Like it or not, games cost money to make. Tim Schafer himself admitted even a relatively modest X-Box Live Arcade game can cost a couple million dollars or more to make. The average console game you can add a zero to that number, and for some projects you can add two zeros (as a rumoured Square-Enix title is expected to cost!). Games are not cheap to make. Certainly a hell of a lot more from when I was knocking out some basic examples on my Amstrad back in the eighties, when you could have paid me in crisps and fizzy drinks.
The costs cover the obvious to the not so obvious. We all know that the design and development teams need to be paid a competitive wage – this isn’t charity, they may love their jobs but the reality is this; if it wasn’t paying enough, they likely would move to a company that did. Harsh, perhaps, but a definite price to be paid. I’m not saying that no-one would do it out of sheer love, because you hear examples of the late nights, the pressures, the swearing and cussing and the oft-heard tales of relationships being torn asunder, both professionally and privately at home. People clearly love their jobs. But it still has to pay the bills. Love can’t pay the rent, after all.
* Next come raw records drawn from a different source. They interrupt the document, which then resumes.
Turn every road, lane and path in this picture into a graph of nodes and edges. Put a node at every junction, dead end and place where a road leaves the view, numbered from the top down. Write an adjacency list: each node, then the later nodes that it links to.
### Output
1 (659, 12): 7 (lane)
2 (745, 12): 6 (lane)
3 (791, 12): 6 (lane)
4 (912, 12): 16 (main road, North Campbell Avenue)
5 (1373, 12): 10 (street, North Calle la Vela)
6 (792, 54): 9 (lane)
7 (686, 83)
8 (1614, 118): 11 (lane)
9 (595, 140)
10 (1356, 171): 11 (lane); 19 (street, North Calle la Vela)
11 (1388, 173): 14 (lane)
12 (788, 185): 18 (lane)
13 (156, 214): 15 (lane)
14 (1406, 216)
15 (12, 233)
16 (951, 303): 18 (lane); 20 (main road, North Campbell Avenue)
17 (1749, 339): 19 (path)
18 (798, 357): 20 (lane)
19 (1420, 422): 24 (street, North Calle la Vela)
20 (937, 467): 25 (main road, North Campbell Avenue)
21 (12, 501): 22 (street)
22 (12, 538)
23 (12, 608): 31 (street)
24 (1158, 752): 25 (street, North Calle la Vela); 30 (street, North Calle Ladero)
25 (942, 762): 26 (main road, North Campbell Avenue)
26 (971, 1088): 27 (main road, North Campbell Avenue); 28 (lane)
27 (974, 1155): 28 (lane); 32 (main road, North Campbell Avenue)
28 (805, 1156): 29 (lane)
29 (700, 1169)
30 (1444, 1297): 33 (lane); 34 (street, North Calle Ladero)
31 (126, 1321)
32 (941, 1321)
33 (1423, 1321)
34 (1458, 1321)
There are lots of not so obvious costs involved too – for example, licencing. You may or may not be surprised to know that consoles are not open playgrounds; they are commercial products and the likes of Microsoft, Sony and Nintendo won’t let anything near their hardware until they’ve paid an “entrance fee”. This can also cover the cost of development kits and technical advice for getting the most out of the hardware, but it is a price that must be paid – and even X-Box Live Arcade and PSN games will do the same. It’s termed “licencing”, although as I said, it’s really more of an entrance fee than actual licencing.
Also, advertising budgets must be taken into consideration. Interviews are sometimes even paid for out of the budget – travel costs are a big part of that, as much as the advent of the internet and telephone make things easier, many still prefer that personal touch. And that’s no bad thing. Then you have packaging. And ongoing tech support. Games often need patches, so you need to retain a number of people to support the product post-release. And so on. And so on.
Who funds these projects then? Well, traditionally, there have been three avenues available.
The Publisher route is so often the most obvious route as publishers will seek to make their money back through the product itself – often asking for a share of the profits and some other basic rights, such as merchandising. This allows them the option to make their money back on their investment. You’d think this was a winning solution, but it isn’t. Publishers are governed by the trends of the times, and by the release schedules available to them. It is rare to see a new IP pushed out at, say, Christmas – where people will want the latest sequel, something they know, something they know their kids/partners/parents/friends/worst enemies (delete where applicable) will enjoy. New IPs tend to be released in quieter moments, when there isn’t so much else on offer. Why is this so bad? Because publishers will want to force a project out on their timescale, rather than the ones the developers run by, and if there is a mismatch – then you have serious problems.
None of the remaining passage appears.